As indicated above, a pour point depressant is used in a lubricating oil or engine oil in order to provide a resulting formulation which will pass the low temperature tests required for such fluids, such as the Federal Stable Pour test. The pour point depressant is often used in combination with a viscosity index improver, of which many different types are available. For example, ethylene/propylene viscosity index improvers are particularly available from Amoco. Other viscosity index improvers sold under the name TLA, which are ethylene-propylene copolymers to which a vinyl pyrrolidone has been grafted to provide dispersing characteristics, may also be used with such formulations. Certain chain combinations of the pour point depressant will function with one or the other VI improvers even though the pour point depressant has the requisite 12.6-13.0 side chain average.
The pour point improvers are normally used with a suitable lubricating fluid or engin oil.
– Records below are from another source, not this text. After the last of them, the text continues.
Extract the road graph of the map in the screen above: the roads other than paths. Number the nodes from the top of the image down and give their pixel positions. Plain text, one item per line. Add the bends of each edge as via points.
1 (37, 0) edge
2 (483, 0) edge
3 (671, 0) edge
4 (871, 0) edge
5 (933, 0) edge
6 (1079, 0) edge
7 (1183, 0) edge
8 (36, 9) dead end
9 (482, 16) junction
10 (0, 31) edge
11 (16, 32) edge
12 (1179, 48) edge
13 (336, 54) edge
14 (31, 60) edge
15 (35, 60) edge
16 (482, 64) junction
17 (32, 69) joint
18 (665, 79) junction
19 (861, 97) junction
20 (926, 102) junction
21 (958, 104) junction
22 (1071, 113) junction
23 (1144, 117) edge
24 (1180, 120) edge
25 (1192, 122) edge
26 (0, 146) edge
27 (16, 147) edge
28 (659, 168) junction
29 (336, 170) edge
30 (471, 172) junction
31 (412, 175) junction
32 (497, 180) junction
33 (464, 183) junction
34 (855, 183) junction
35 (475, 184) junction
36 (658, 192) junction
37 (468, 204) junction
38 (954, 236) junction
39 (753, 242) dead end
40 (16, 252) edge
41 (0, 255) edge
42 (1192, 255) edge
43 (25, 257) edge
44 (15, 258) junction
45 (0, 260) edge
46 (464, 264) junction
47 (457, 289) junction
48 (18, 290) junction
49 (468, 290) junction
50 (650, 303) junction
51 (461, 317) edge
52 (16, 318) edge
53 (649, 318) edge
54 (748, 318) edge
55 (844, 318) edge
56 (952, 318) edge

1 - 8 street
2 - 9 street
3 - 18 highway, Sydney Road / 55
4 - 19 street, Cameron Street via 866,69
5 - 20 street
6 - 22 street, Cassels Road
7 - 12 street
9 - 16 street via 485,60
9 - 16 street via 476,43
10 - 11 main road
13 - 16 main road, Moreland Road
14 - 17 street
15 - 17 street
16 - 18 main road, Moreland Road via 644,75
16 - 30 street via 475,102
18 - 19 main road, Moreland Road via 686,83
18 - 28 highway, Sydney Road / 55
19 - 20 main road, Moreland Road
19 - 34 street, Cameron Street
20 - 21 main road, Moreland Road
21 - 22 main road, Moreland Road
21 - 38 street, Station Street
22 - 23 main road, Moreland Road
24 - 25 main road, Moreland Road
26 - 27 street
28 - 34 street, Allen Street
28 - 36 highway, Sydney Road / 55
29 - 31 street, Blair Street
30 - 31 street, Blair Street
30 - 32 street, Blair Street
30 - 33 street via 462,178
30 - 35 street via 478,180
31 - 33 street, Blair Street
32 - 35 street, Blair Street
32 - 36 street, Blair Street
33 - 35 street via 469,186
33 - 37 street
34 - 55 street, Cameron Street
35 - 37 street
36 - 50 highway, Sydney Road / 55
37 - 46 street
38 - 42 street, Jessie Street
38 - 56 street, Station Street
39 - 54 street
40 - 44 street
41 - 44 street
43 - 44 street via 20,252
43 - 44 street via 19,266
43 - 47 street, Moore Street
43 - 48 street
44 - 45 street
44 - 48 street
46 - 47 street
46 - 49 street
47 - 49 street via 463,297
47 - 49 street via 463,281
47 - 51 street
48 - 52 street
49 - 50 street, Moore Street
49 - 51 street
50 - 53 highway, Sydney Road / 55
A preferred lubricating oil of this type is sold by Pennzoil Company under the tradename Atlas, and particularly Atlas 100N. Other base stocks such as, but not limited to, Ashland 100N or Exxon 100 LP are also suitable for use.
As a result of Applicants' research in this area, it has been discovered that an effective pour point depressant will have an average side chain length of 12.6 to 13.0, and this will depress the pour point of a lubricating fluid such as Atlas 100N from 0° down to -35° F. Where the value of R or the side chain length is lower than 12.6, a pour point depressant is provided which is not effective to meet industry standards. Polymers with side chain averages higher than 13.0 will lower the pour point only to about -20° F. To achieve the effective side chain average of 12.6 to 13.0, the polymers are formed from a group of indicated monomer components to provide the best results.
There is also a requirement that the molecular weight of the polymer of the invention have a lower limit of about 30,000 dalton and an upper limit in the range of 220,000 dalton. Thus the degree of polymerization is also important.
The amount of pour point depressant of this invention to be added to the lubricating oil will range from 0.001 to 1.0 wt. % preferably range from about 0.01 to 0.50 wt. % when the pour point depressant is a concentrate. The amount of viscosity index improver added is preferbly about 5 to 20 wt. %.
Reference is now made to the drawings accompanying the application, wherein FIG. 1 is a graph illustrating the pour point of the lubricating fluid Atlas 100N as the pour point changes depending on the average side chain length or the number of carbons for the value of R. As will be noted from FIG. 1, the pour point is at -35° F., which is the value necessary only when the average side chain length ranges from about 12.6 to 13.0.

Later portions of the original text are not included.